After an intense and exhausting ten days in Indonesia, I couldn’t quite believe that I was travelling to Timor-Leste to repeat this exercise! Thankfully our in-country team and partners were able to host my visit and facilitate lots of useful connections, making the whole process run very smoothly.
Meetings in the capital again revealed how different this new context would be. Timor-Leste is home to a huge number of health NGOs (as well as a multiplicity of private health care providers), several of whom seem willing to partner with us. With a government very used to collaborating with international agencies, addressing issues such as maternal health and childhood nutrition was likely to secure rapid endorsement from the Ministry of Health. As a Catholic country, however, addressing unmet family planning needs might not be met with the same enthusiasm, and was going to need a lot of thought.
I then spent a few days on the beautiful, mountainous island of Ataúro, location of Blue Ventures’ newest expedition site and home to 8,000 people, most of whom rely at least in part on fishing. Through discussions with lots of different stakeholders and community representatives, I was able to immerse myself in another new world.
The key messages were similar to those in Indonesia: communities are interested in support with their livelihoods first, then health; everyone wants improved access to health services; communities can clearly see the link between family size and food security. Of course what emerged was more complex and nuanced than that. However, as before it was easy to see that taking a holistic and integrated approach to the needs of these communities was not only possible, but was what they were asking for. This certainly feels like a good enough basis upon which to support the implementation of PHE.

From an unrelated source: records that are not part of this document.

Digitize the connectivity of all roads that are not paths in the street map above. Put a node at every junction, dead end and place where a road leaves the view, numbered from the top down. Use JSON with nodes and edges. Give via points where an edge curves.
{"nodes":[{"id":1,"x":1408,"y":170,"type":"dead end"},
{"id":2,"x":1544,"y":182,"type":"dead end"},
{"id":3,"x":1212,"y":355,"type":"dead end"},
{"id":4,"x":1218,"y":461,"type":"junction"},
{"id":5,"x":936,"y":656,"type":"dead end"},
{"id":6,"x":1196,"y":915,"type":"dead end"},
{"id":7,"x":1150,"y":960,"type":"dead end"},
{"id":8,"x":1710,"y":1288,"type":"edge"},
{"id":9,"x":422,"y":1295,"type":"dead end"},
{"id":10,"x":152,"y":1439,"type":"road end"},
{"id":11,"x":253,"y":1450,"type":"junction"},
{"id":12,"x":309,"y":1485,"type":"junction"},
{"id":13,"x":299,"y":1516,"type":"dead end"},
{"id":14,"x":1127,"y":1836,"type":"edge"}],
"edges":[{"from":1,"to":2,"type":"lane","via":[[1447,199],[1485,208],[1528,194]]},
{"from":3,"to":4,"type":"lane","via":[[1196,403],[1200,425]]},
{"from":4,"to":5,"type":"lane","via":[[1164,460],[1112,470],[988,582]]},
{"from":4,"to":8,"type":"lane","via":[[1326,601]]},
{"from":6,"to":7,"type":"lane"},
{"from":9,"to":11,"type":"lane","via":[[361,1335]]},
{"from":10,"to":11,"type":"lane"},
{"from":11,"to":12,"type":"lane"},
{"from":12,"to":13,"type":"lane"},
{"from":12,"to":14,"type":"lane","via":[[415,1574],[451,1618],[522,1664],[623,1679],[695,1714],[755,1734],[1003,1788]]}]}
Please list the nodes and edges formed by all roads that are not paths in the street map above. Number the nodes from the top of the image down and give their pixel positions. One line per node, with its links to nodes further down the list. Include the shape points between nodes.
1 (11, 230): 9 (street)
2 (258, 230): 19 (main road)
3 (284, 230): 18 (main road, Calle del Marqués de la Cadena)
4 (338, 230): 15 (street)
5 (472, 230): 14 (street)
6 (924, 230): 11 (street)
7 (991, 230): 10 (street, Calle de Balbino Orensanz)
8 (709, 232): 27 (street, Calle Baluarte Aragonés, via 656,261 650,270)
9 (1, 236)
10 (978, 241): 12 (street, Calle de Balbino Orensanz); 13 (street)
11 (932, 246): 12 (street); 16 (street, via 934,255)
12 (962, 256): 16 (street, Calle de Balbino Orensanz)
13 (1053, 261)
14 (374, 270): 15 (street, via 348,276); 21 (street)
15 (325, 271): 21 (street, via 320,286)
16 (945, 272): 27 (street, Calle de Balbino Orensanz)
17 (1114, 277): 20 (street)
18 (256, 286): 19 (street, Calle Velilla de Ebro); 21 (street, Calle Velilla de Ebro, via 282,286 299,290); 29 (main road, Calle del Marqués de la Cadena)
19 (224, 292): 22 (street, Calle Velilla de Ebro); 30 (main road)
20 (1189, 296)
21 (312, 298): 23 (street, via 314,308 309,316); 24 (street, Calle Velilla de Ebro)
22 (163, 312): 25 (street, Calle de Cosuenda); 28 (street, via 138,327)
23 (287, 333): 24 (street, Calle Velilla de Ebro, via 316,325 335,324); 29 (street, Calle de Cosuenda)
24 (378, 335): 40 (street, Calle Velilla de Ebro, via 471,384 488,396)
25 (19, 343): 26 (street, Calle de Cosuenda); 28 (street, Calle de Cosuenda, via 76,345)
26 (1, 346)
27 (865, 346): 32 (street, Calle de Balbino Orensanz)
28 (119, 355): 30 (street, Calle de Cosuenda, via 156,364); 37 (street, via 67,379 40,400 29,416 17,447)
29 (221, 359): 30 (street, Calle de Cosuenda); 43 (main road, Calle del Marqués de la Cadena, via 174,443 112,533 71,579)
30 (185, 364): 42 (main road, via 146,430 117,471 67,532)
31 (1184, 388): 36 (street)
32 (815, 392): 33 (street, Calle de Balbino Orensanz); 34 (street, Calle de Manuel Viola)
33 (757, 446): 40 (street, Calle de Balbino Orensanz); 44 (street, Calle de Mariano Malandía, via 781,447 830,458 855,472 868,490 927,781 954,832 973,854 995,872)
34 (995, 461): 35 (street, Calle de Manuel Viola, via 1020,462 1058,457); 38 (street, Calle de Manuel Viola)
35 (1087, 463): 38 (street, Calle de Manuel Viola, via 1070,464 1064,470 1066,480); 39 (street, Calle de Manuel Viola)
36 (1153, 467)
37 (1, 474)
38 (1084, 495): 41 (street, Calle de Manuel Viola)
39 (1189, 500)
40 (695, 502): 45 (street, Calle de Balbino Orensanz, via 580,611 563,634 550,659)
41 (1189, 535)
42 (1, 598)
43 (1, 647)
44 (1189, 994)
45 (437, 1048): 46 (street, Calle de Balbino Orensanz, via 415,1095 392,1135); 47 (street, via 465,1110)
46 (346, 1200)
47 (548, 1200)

Clichéd as it sounds, it has been a privilege to connect with communities in both of these places, and I’m grateful for their generosity and trust during our discussions. Inevitably, simply by having conversations, people start to develop expectations of what you might be able to offer. In addition, “gathering data” too often becomes yet another extractive process, and I don’t want us to be seen as one more organisation coming to collect data that they don’t share or act upon. Ideally these initial conversations should be the start of a responsible two-way dialogue, where both parties benefit and learn from each other, and I look forward to the opportunity to share what I have learned with everyone who gave me their time and their thoughts. Next comes the exciting part: using communities’ responses to start formulating ideas for how our PHE approach could serve their needs. Despite the challenges, I’ve come away feeling optimistic that we do have something to offer.
As I sit at home reflecting upon the breadth of what I have witnessed, however, I am left with an uncomfortable truth: these communities have the weakest voice of all the stakeholders in their regions. They (and the marine ecosystems that they are intimately connected with) are incredibly vulnerable to the effects of aggressive resource extraction, a lack of service provision, poorly planned coastal development, climate change, and all manner of threats. Whatever form our work takes, my hope is that it will contribute in some way to greater control for these communities over their health and the way their natural resources are managed.